I’ve often talked about the notion that the analysis of complex human systems involves dealing with multiple stakeholder voices, also on occasion with the many internal voices within each individual, and suggested that music offers the clearest equivalent or analogy that humans successfully and repeatedly navigate. Specifically, the twin notions of polyphony — the sounding together of many voices — and more specifically counterpoint — the juxtaposition of conflicting voices and the possible resolution of their conflicts from dissonance to harmony in an iterative process — are clearly relevant to analytic practice, albeit drawing on a tradition that will seem wildly cross-disciplinary to many analysts.

Relevant here is Edward Said‘s definition of counterpoint:

In counterpoint a melody is always in the process of being repeated by one or another voice: the result is horizontal, rather than vertical, music. Any series of notes is thus capable of an infinite set of transformations, as the series (or melody or subject) is taken up first by one voice then by another, the voices always continuing to sound against, as well as with, all the others.
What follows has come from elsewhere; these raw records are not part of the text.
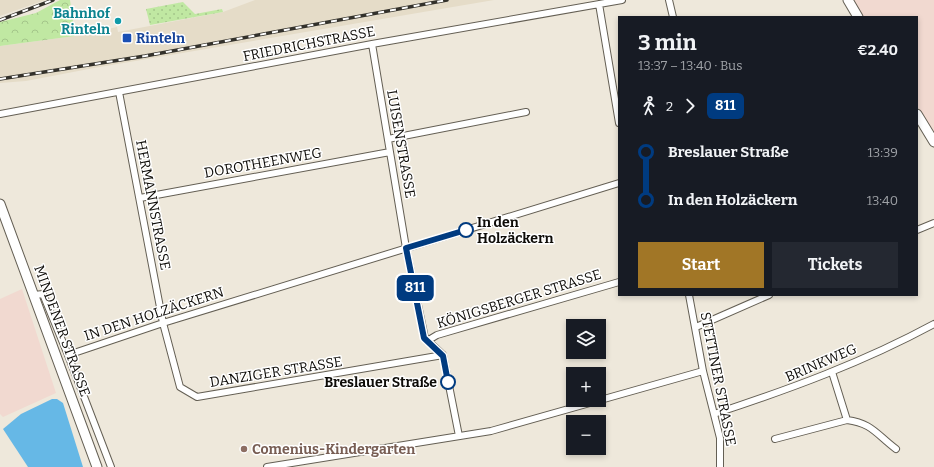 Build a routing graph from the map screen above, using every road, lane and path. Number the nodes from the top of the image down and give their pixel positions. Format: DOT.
graph roads {
  1 [pos="622,0"];
  2 [pos="669,0"];
  3 [pos="848,0"];
  4 [pos="599,4"];
  5 [pos="674,16"];
  6 [pos="857,16"];
  7 [pos="372,44"];
  8 [pos="119,92"];
  9 [pos="526,112"];
  10 [pos="0,114"];
  11 [pos="918,116"];
  12 [pos="618,117"];
  13 [pos="388,139"];
  14 [pos="934,142"];
  15 [pos="390,152"];
  16 [pos="618,183"];
  17 [pos="140,198"];
  18 [pos="0,204"];
  19 [pos="934,223"];
  20 [pos="918,230"];
  21 [pos="406,248"];
  22 [pos="618,282"];
  23 [pos="34,295"];
  24 [pos="689,296"];
  25 [pos="767,296"];
  26 [pos="163,323"];
  27 [pos="934,324"];
  28 [pos="696,327"];
  29 [pos="427,341"];
  30 [pos="68,355"];
  31 [pos="443,356"];
  32 [pos="703,371"];
  33 [pos="832,372"];
  34 [pos="714,414"];
  35 [pos="847,420"];
  36 [pos="459,436"];
  37 [pos="775,439"];
  38 [pos="896,449"];
  39 [pos="97,467"];
  40 [pos="111,467"];
  41 [pos="267,467"];
  42 [pos="720,467"];
  1 -- 4 [label="street, FRIEDRICHSTRASSE"];
  2 -- 5 [label="street"];
  3 -- 6 [label="main road"];
  4 -- 7 [label="street, FRIEDRICHSTRASSE"];
  4 -- 12 [label="street"];
  7 -- 8 [label="street, FRIEDRICHSTRASSE"];
  7 -- 13 [label="street, LUISENSTRASSE"];
  8 -- 10 [label="street, FRIEDRICHSTRASSE"];
  8 -- 17 [label="street, HERMANNSTRASSE"];
  9 -- 13 [label="street"];
  11 -- 14 [label="main road"];
  13 -- 15 [label="street, LUISENSTRASSE"];
  15 -- 17 [label="street, DOROTHEENWEG"];
  15 -- 21 [label="street, LUISENSTRASSE"];
  16 -- 21 [label="street, IN DEN HOLZÄCKERN"];
  17 -- 26 [label="street, HERMANNSTRASSE"];
  18 -- 23 [label="main road, MINDENER STRASSE"];
  19 -- 20 [label="street"];
  21 -- 26 [label="street, IN DEN HOLZÄCKERN"];
  21 -- 29 [label="street"];
  22 -- 29 [label="street, KÖNIGSBERGER STRASSE"];
  23 -- 30 [label="street"];
  23 -- 39 [label="main road, MINDENER STRASSE"];
  24 -- 28 [label="street, STETTINER STRASSE"];
  25 -- 28 [label="street"];
  26 -- 30 [label="street, IN DEN HOLZÄCKERN"];
  26 -- 31 [label="street, DANZIGER STRASSE"];
  27 -- 33 [label="street, BRINKWEG"];
  28 -- 32 [label="street, STETTINER STRASSE"];
  29 -- 31 [label="street"];
  30 -- 40 [label="street"];
  31 -- 36 [label="street"];
  32 -- 34 [label="street, STETTINER STRASSE"];
  32 -- 36 [label="street"];
  33 -- 34 [label="street, BRINKWEG"];
  33 -- 35 [label="street"];
  34 -- 42 [label="street, STETTINER STRASSE"];
  35 -- 37 [label="street"];
  35 -- 38 [label="street"];
  36 -- 41 [label="street"];
}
Instead of the melody at the top being supported by a thicker harmonic mass beneath (as in largely vertical nineteenth century music), Bach’s contrapuntal music is regularly composed of several equal lines, sinuously interwoven, working themselves out according to stringent rules

In my view , which I have repeatedly expressed, Johann Sebastian Bach, the master of contrapuntal writing, is a significant exemplar for us at this time. And if it should be argued that musical methods cannot be transposed — another musical term — to matters of verbal thought, let me say that the great Bach pianist Glenn Gould towards the end of his life made specifically contrapuntal human voice radio plays for the Canadian Broadcasting Company..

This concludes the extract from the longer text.